The data set has only number of fatalities and number of injuries, therefore is difficult to handle: what ages? which injuries?. Population Health measure would have been in terms of life expectancy losses, depending on age and severity of injuries.

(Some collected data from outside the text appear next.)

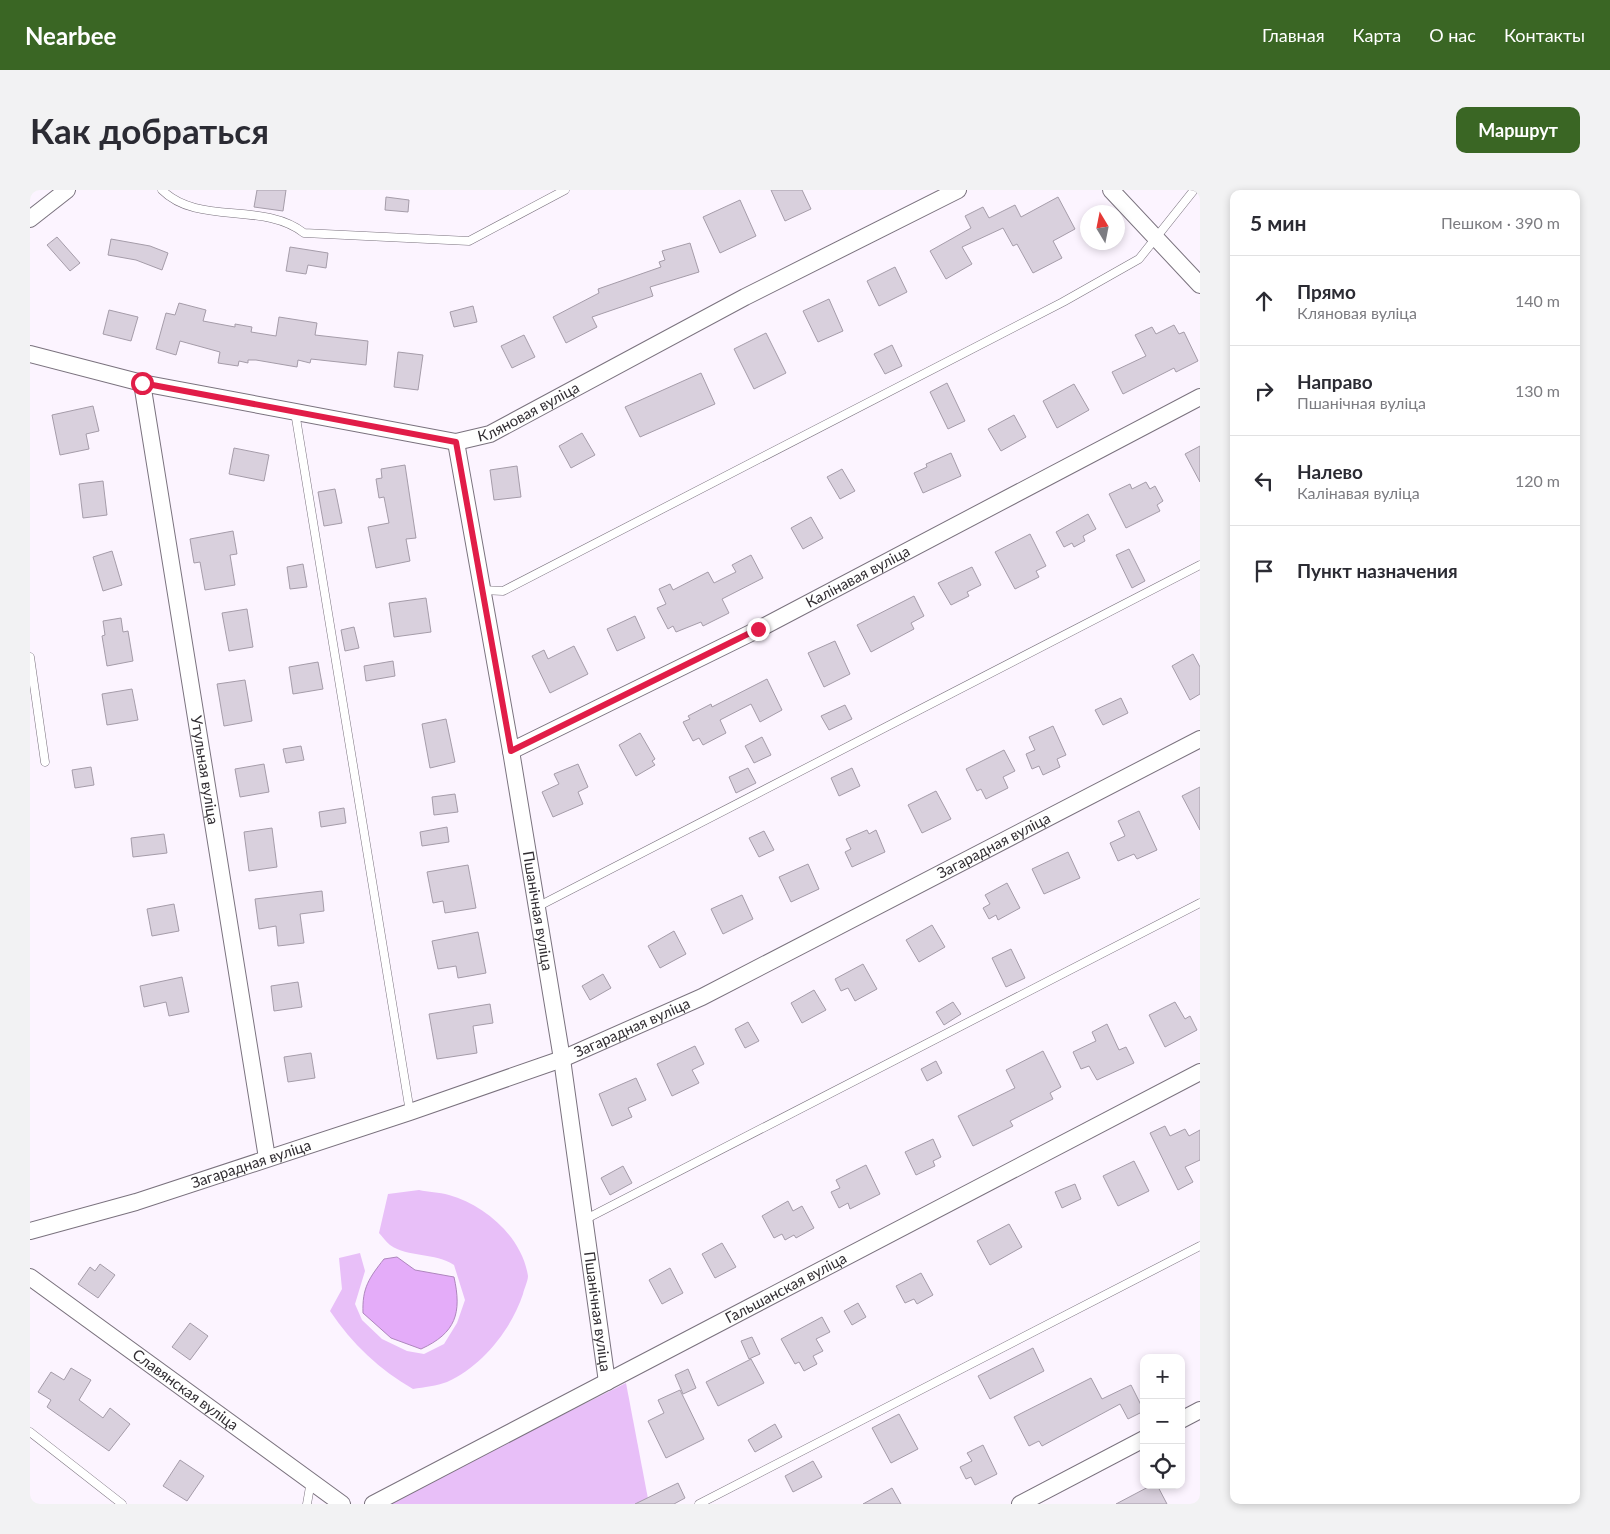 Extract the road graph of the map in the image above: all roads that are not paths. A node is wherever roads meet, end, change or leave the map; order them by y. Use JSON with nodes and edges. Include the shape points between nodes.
{"nodes":[{"id":1,"x":67,"y":190,"type":"edge"},
{"id":2,"x":162,"y":190,"type":"edge"},
{"id":3,"x":565,"y":190,"type":"edge"},
{"id":4,"x":958,"y":190,"type":"edge"},
{"id":5,"x":1111,"y":190,"type":"edge"},
{"id":6,"x":1194,"y":190,"type":"edge"},
{"id":7,"x":30,"y":219,"type":"edge"},
{"id":8,"x":1158,"y":238,"type":"junction"},
{"id":9,"x":1200,"y":285,"type":"edge"},
{"id":10,"x":30,"y":354,"type":"edge"},
{"id":11,"x":142,"y":383,"type":"junction"},
{"id":12,"x":1200,"y":397,"type":"edge"},
{"id":13,"x":295,"y":412,"type":"junction"},
{"id":14,"x":456,"y":442,"type":"junction"},
{"id":15,"x":1200,"y":565,"type":"edge"},
{"id":16,"x":480,"y":589,"type":"junction"},
{"id":17,"x":30,"y":657,"type":"edge"},
{"id":18,"x":1200,"y":739,"type":"edge"},
{"id":19,"x":511,"y":751,"type":"junction"},
{"id":20,"x":45,"y":762,"type":"dead end"},
{"id":21,"x":1200,"y":903,"type":"edge"},
{"id":22,"x":537,"y":907,"type":"junction"},
{"id":23,"x":562,"y":1059,"type":"junction"},
{"id":24,"x":1200,"y":1072,"type":"edge"},
{"id":25,"x":410,"y":1112,"type":"junction"},
{"id":26,"x":267,"y":1158,"type":"junction"},
{"id":27,"x":584,"y":1220,"type":"junction"},
{"id":28,"x":30,"y":1231,"type":"edge"},
{"id":29,"x":1200,"y":1246,"type":"edge"},
{"id":30,"x":30,"y":1277,"type":"edge"},
{"id":31,"x":607,"y":1382,"type":"junction"},
{"id":32,"x":1200,"y":1410,"type":"edge"},
{"id":33,"x":1185,"y":1418,"type":"edge"},
{"id":34,"x":30,"y":1432,"type":"edge"},
{"id":35,"x":1140,"y":1441,"type":"edge"},
{"id":36,"x":311,"y":1481,"type":"junction"},
{"id":37,"x":122,"y":1504,"type":"edge"},
{"id":38,"x":307,"y":1504,"type":"edge"},
{"id":39,"x":342,"y":1504,"type":"edge"},
{"id":40,"x":373,"y":1504,"type":"edge"},
{"id":41,"x":699,"y":1504,"type":"edge"},
{"id":42,"x":1020,"y":1504,"type":"edge"}],
"edges":[{"from":1,"to":7,"type":"street"},
{"from":2,"to":3,"type":"lane","via":[[185,206],[266,216],[292,223],[304,233],[469,240]]},
{"from":4,"to":14,"type":"street","name":"Кляновая вуліца","via":[[745,297],[490,434]]},
{"from":5,"to":8,"type":"street"},
{"from":6,"to":8,"type":"lane"},
{"from":8,"to":9,"type":"street"},
{"from":8,"to":16,"type":"lane","via":[[1139,259],[1045,311],[503,591]]},
{"from":10,"to":11,"type":"street","name":"Кляновая вуліца"},
{"from":11,"to":13,"type":"street","name":"Кляновая вуліца"},
{"from":11,"to":26,"type":"street","name":"Утульная вуліца"},
{"from":12,"to":19,"type":"street","name":"Калінавая вуліца","via":[[758,629]]},
{"from":13,"to":14,"type":"street","name":"Кляновая вуліца"},
{"from":13,"to":25,"type":"lane"},
{"from":14,"to":16,"type":"street","name":"Пшанічная вуліца"},
{"from":15,"to":22,"type":"lane"},
{"from":16,"to":19,"type":"street","name":"Пшанічная вуліца"},
{"from":17,"to":20,"type":"lane"},
{"from":18,"to":23,"type":"street","name":"Загарадная вуліца","via":[[702,997]]},
{"from":19,"to":22,"type":"street","name":"Пшанічная вуліца"},
{"from":21,"to":27,"type":"lane"},
{"from":22,"to":23,"type":"street","name":"Пшанічная вуліца"},
{"from":23,"to":25,"type":"street","name":"Загарадная вуліца"},
{"from":23,"to":27,"type":"street","name":"Пшанічная вуліца"},
{"from":24,"to":31,"type":"street","name":"Гальшанская вуліца"},
{"from":25,"to":26,"type":"street","name":"Загарадная вуліца"},
{"from":26,"to":28,"type":"street","name":"Загарадная вуліца","via":[[136,1202]]},
{"from":27,"to":31,"type":"street","name":"Пшанічная вуліца"},
{"from":29,"to":41,"type":"lane"},
{"from":30,"to":36,"type":"street","name":"Славянская вуліца"},
{"from":31,"to":40,"type":"street","name":"Гальшанская вуліца"},
{"from":32,"to":33,"type":"street"},
{"from":34,"to":37,"type":"lane"},
{"from":35,"to":42,"type":"street"},
{"from":36,"to":38,"type":"lane"},
{"from":36,"to":39,"type":"street","name":"Славянская вуліца"}]}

Although we will analyse fatalities and injuries by their own, it will also be interesting to have the complete view in terms of health damages. In this report, we will consider that the averages loss of life expectancy in fatalities is 4 times those of injuries in order to aggregate both. This aggregate variable should be considered as an average score in terms of loss of life expectancy as a measure of the population health loss due to storms & weather events. Therefore, we create a new variable to sum up population health damages.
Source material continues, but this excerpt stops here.